5 Protez kullanımının engellenmesi: Dişsiz bir ağızda hareketli veya sabit bir protez yapılmadan önce gömülü diş varsa bunların cerrahi olarak çıkartılmaları gerekir. Alveoler kretteki rezorpsiyona ve protezin baskısına bağlı olarak zaman içinde bu gömülü dişlerde pasif sürme ortaya çıkabilir. Mukozada ülserasyonlar ve odontojenik enfeksiyonlar oluşabilir.Tamamen kemikle çevrili dişler; herhangi bir patoloji göstermemeleri ve hasta yaşının 40'dan fazla olduğu durumlarda genellikle herhangi bir problem yaratmazlar. Ancak gömülü dişin üzerinde 1-2 mm kemik varsa ve bu bölgeye hareketli bir protez yapılacak ise; zamanla bu bölgedeki kemiğin rezorbe olması, mukozanın perfore olması ve ağrılı ve enfekte bir tablo oluşması beklenir. Enfeksiyon cerrahi ve medikal yötemler ile kontrol altına alındıktan sonra ilgili diş çekilmeli ve protez üzerinde değişiklikler yapılmalı veya yenisi hazırlanmalıdır. Özellikle ileri yaşlı hastalarda tam gömülü dişler bırakılabilir. Ancak üzerindeki kemiğin durumu dikkatle değerlendirilmelidir.

6. Odontojenik kist ve tümörlerin meydana gelmesi : Gömülü diş alveoler kemiğin içerisinde kaldığında foliküler kesede onunla birlikte kalmaktadır. Bu kese kistik dejenerasyona uğrayarak dentigeröz kist veya keratokiste dönüşebilir. Eğer hasta takip edilirse sorun olmaz ancak kontrolsüz vakalarda hasta başvurduğunda kistin boyutları çok fazla büyümüş olabilir. Eğer dişin kronu etrafındaki radyolusent alan 3 mm `yi geçerse dentigeröz kist teşhisi yanlış olmaz.

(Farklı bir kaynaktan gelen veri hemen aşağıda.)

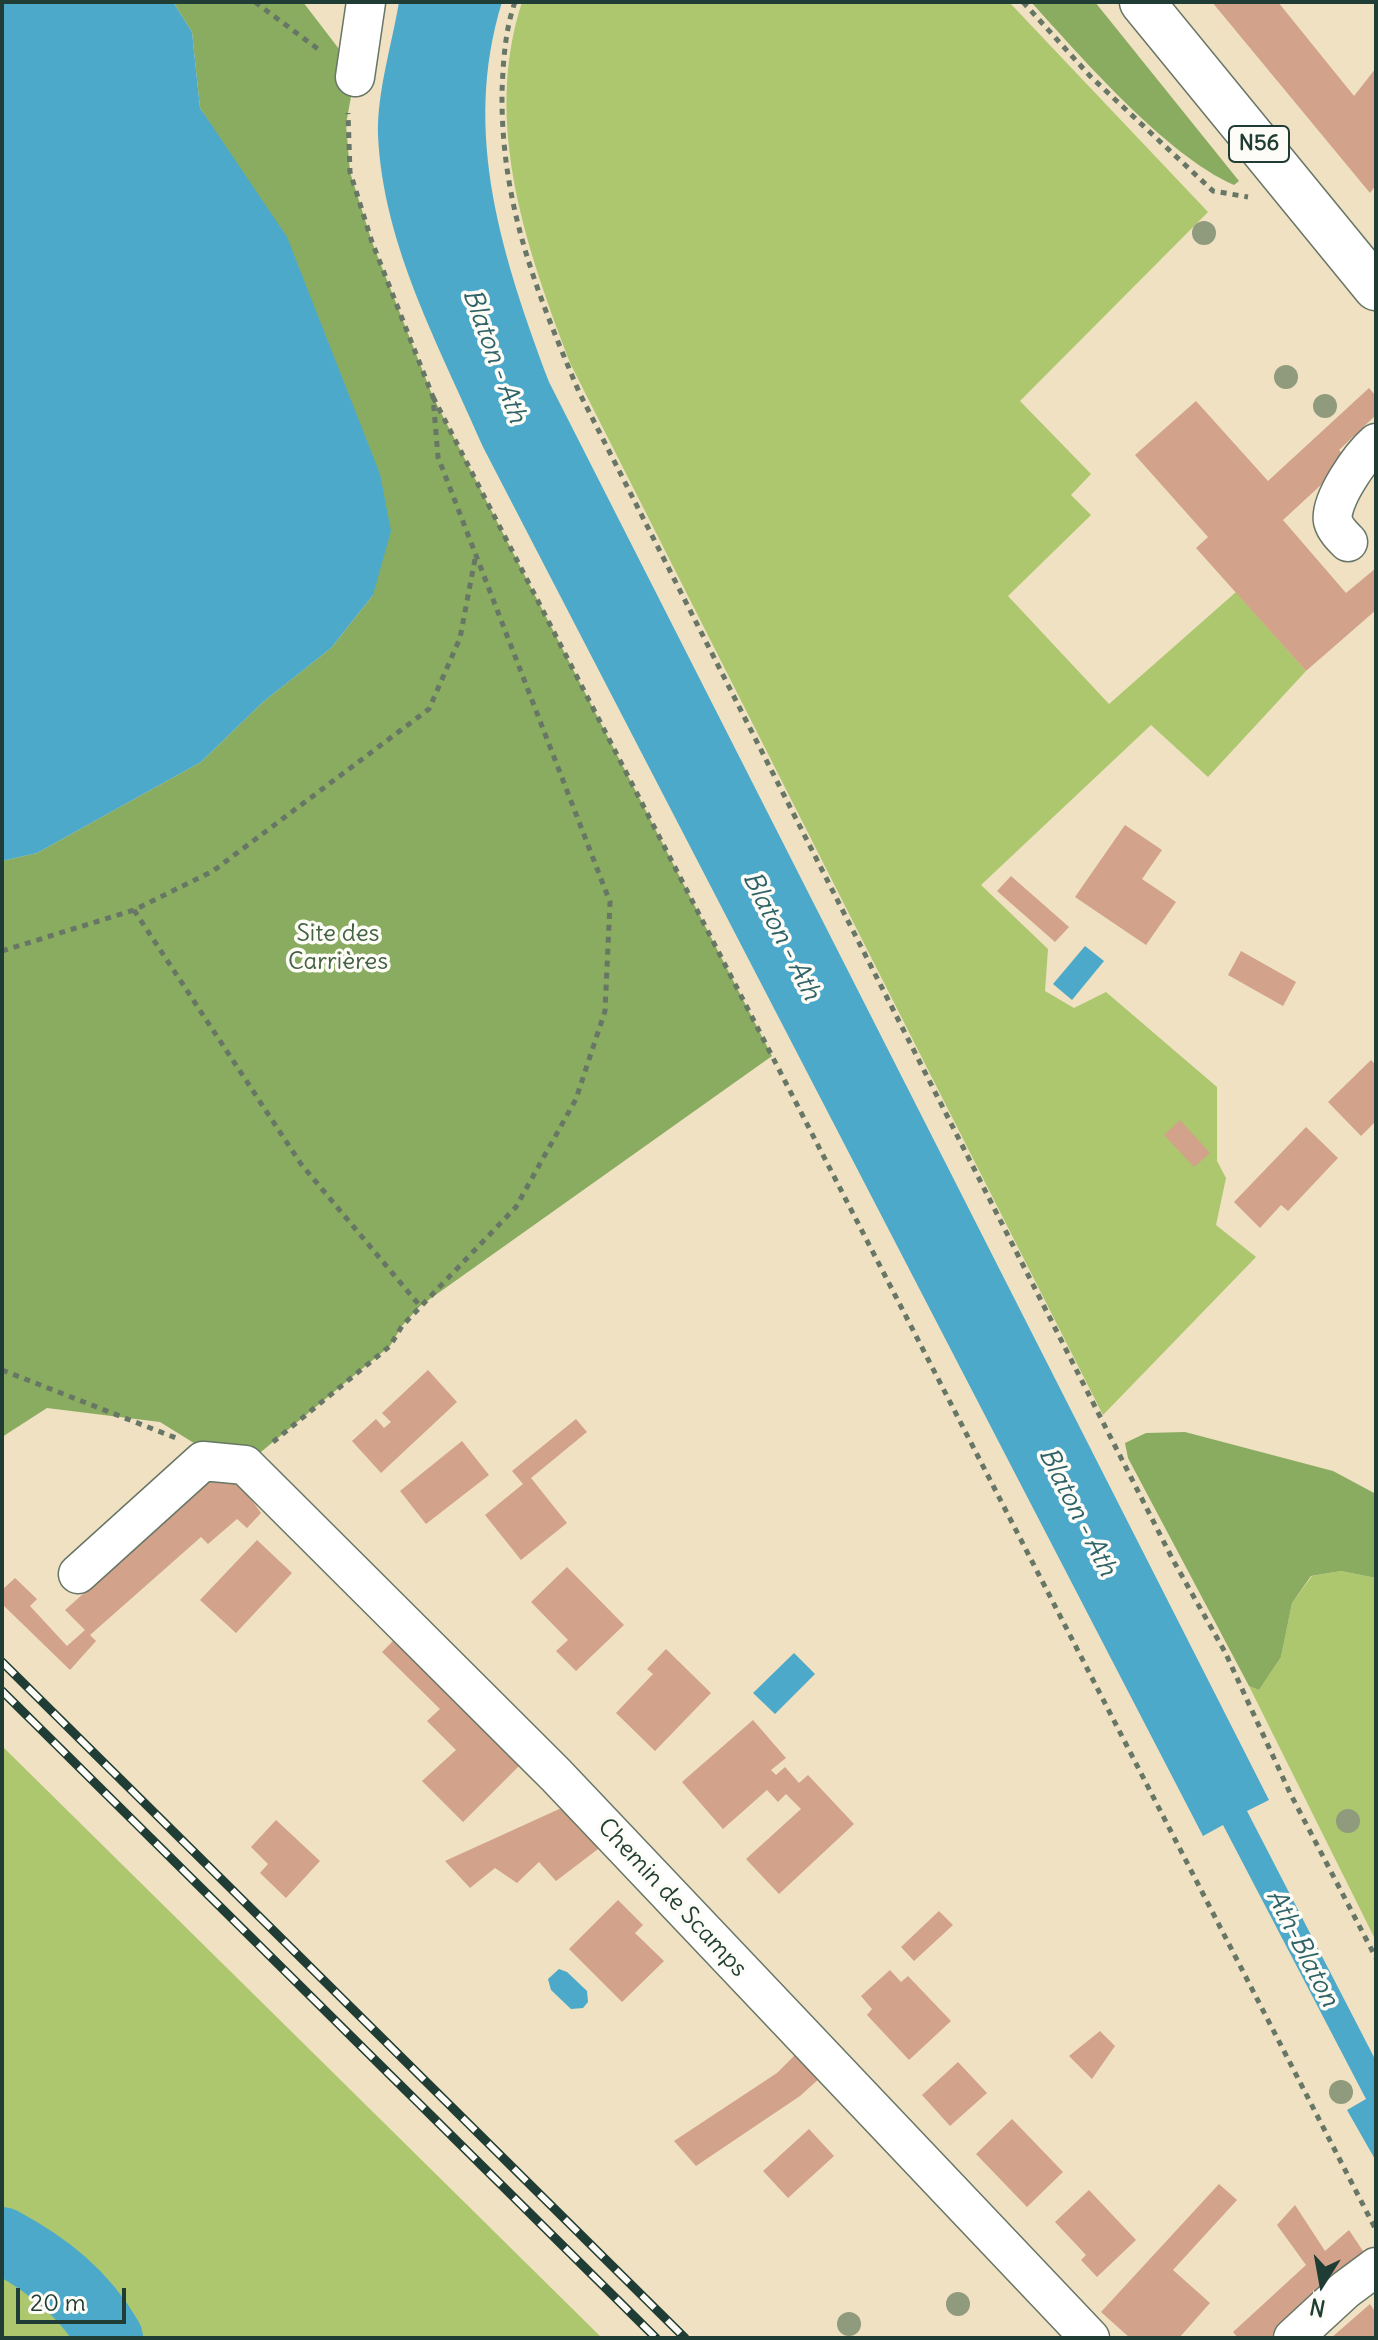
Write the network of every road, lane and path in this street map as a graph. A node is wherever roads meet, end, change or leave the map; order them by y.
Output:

Dental folikül epitrelinden odontojenik tümörler de gelişebilir. Bu konuda en popüler olan ameloblastomdurBu tip patolojik antitelerin 40 yaşın altında geliştiği de bildirilmiştir

7. Orijini belli olmayan ağrıların meydana gelmesi:  Bazen hastalar gömülü alt 20 yaş diş bölgesinde herhangi bir patolojiyi gösteren klinik ve radyolojik bir işaret olmamasına rağmen ağrıdan şikayet etmektedirler. Bu durumda gömülü alt 20 yaş dişlerinin çekimi bu ağrıların kaybolmasını sağlayabilmektedir. Bunun sebebi henüz aydınlatılamamıştır. Gömülü alt 20 yaş dişlerinin yaklaşık %1-2 si bu nedenle çekilmektedir.

8. Çene kırığı olması: Gömülü dişler çenede işgal ettikleri yer nedeniyle zayıf bir hat oluştururlar. Ve bu hat boyunca kırık meydana gelebilir. Yüz bölgesine darbe alınma riskinin yüksek olduğu sporlarla uğraşanlarda çene kırıklarının oluşmasını engellemek amacıyla gömülü alt 20 yaş dişlerinin çekimi önerilmektedir.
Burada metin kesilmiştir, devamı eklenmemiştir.